**Exercise instructions**
Your response should contain each line of the data that includes "async".

**Records supplied**

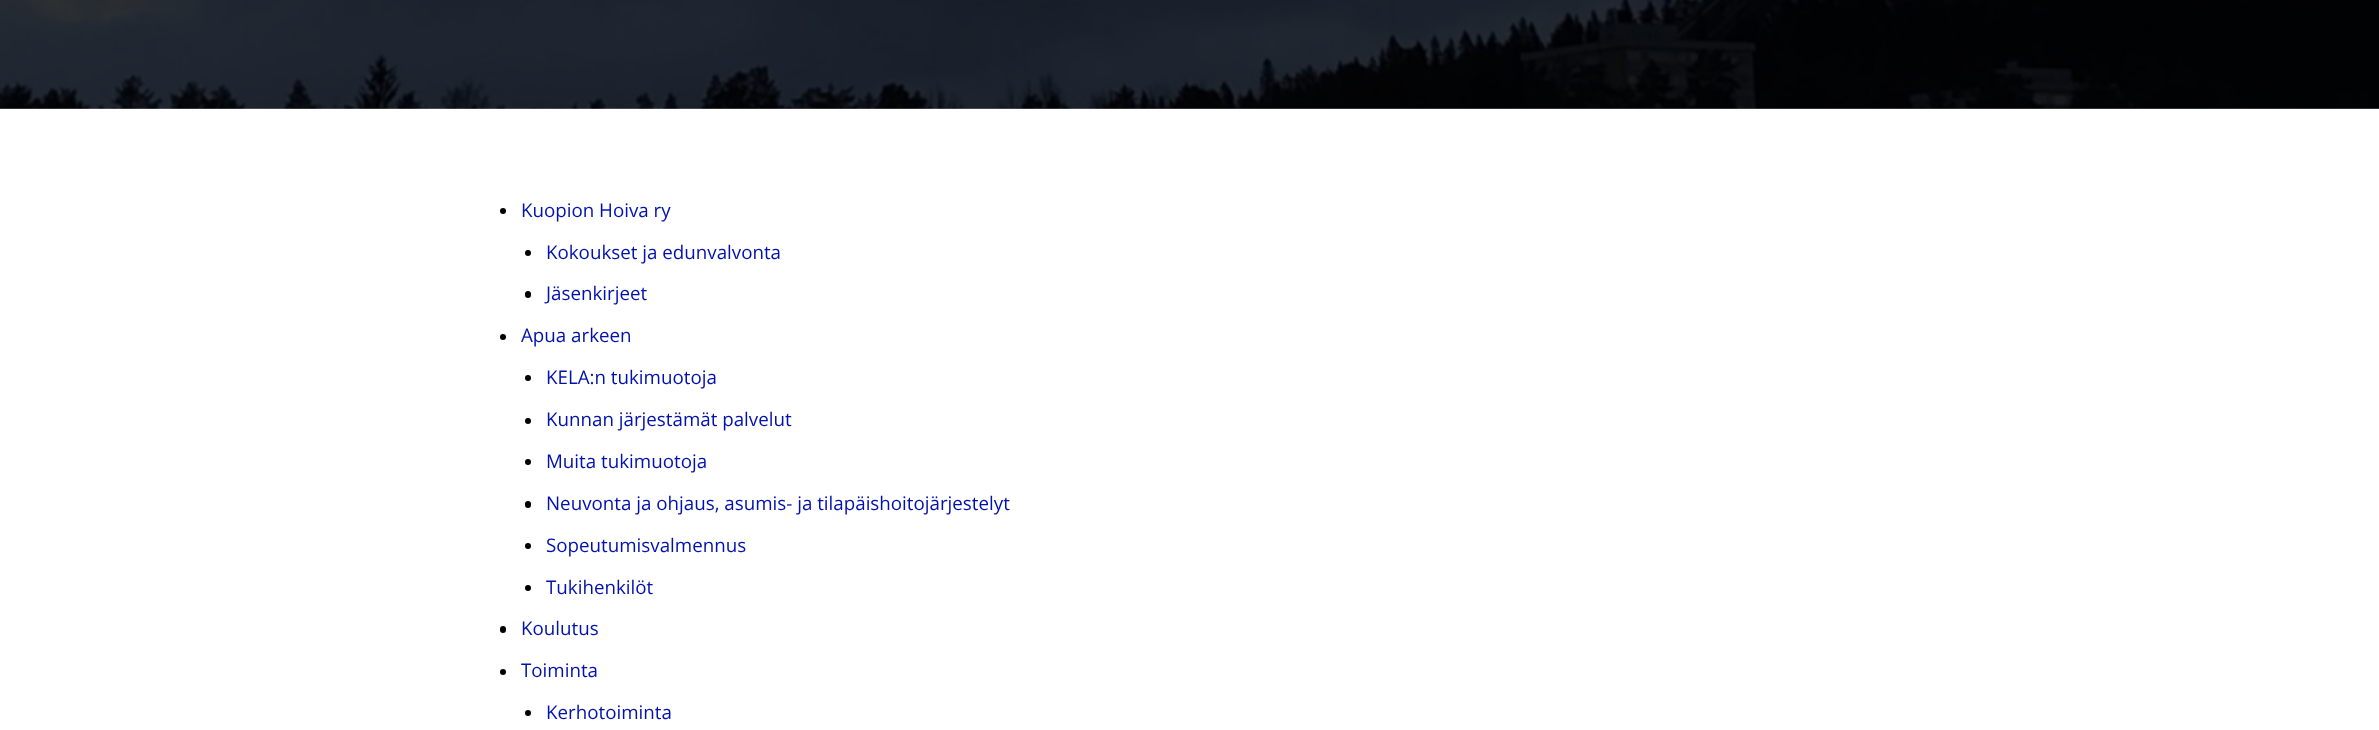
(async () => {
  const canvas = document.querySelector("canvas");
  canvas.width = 2379;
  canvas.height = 730;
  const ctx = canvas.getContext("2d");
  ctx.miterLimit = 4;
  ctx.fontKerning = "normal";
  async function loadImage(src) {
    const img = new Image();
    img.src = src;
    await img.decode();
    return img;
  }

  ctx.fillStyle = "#ffffff";
  ctx.fillRect(0, 0, 2379, 730);
  ctx.drawImage(await loadImage("img/1.png"), 0, 0, 2379, 109);
  ctx.fillStyle = "#000000";
  ctx.beginPath();
  ctx.arc(503, 211, 3, 0, Math.PI * 2);
  ctx.fill();
  ctx.beginPath();
  ctx.arc(528, 253, 3, 0, Math.PI * 2);
  ctx.fill();
  ctx.beginPath();
  ctx.roundRect(525, 291, 6, 7, 3);
  ctx.fill();
  ctx.beginPath();
  ctx.arc(503, 337, 3, 0, Math.PI * 2);
  ctx.fill();
  ctx.beginPath();
  ctx.arc(528, 378, 3, 0, Math.PI * 2);
  ctx.fill();
  ctx.beginPath();
  ctx.arc(528, 421, 3, 0, Math.PI * 2);
  ctx.fill();
  ctx.beginPath();
  ctx.arc(528, 462, 3, 0, Math.PI * 2);
  ctx.fill();
  ctx.beginPath();
  ctx.roundRect(525, 501, 6, 7, 3);
  ctx.fill();
  ctx.beginPath();
  ctx.arc(528, 546, 3, 0, Math.PI * 2);
  ctx.fill();
  ctx.beginPath();
  ctx.arc(528, 588, 3, 0, Math.PI * 2);
  ctx.fill();
  ctx.beginPath();
  ctx.roundRect(500, 626, 6, 7, 3);
  ctx.fill();
  ctx.beginPath();
  ctx.arc(503, 672, 3, 0, Math.PI * 2);
  ctx.fill();
  ctx.beginPath();
  ctx.arc(528, 713, 3, 0, Math.PI * 2);
  ctx.fill();
  ctx.font = "18.75px Open Sans";
  ctx.fillStyle = "#0011af";
  for (const [text, x, y] of [
    ["Kuopion Hoiva ry", 521, 217],
    ["Kokoukset ja edunvalvonta", 546, 259],
    ["Jäsenkirjeet", 546, 300],
    ["Apua arkeen", 521, 342],
    ["KELA:n tukimuotoja", 546, 384],
    ["Kunnan järjestämät palvelut", 546, 426],
    ["Muita tukimuotoja", 546, 468],
    ["Neuvonta ja ohjaus, asumis- ja tilapäishoitojärjestelyt", 546, 510],
    ["Sopeutumisvalmennus", 546, 552],
    ["Tukihenkilöt", 546, 594],
    ["Koulutus", 521, 635],
    ["Toiminta", 521, 677],
    ["Kerhotoiminta", 546, 719],
  ]) {
    ctx.fillText(text, x, y);
  }
})();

**Task response**
(async () => {
  async function loadImage(src) {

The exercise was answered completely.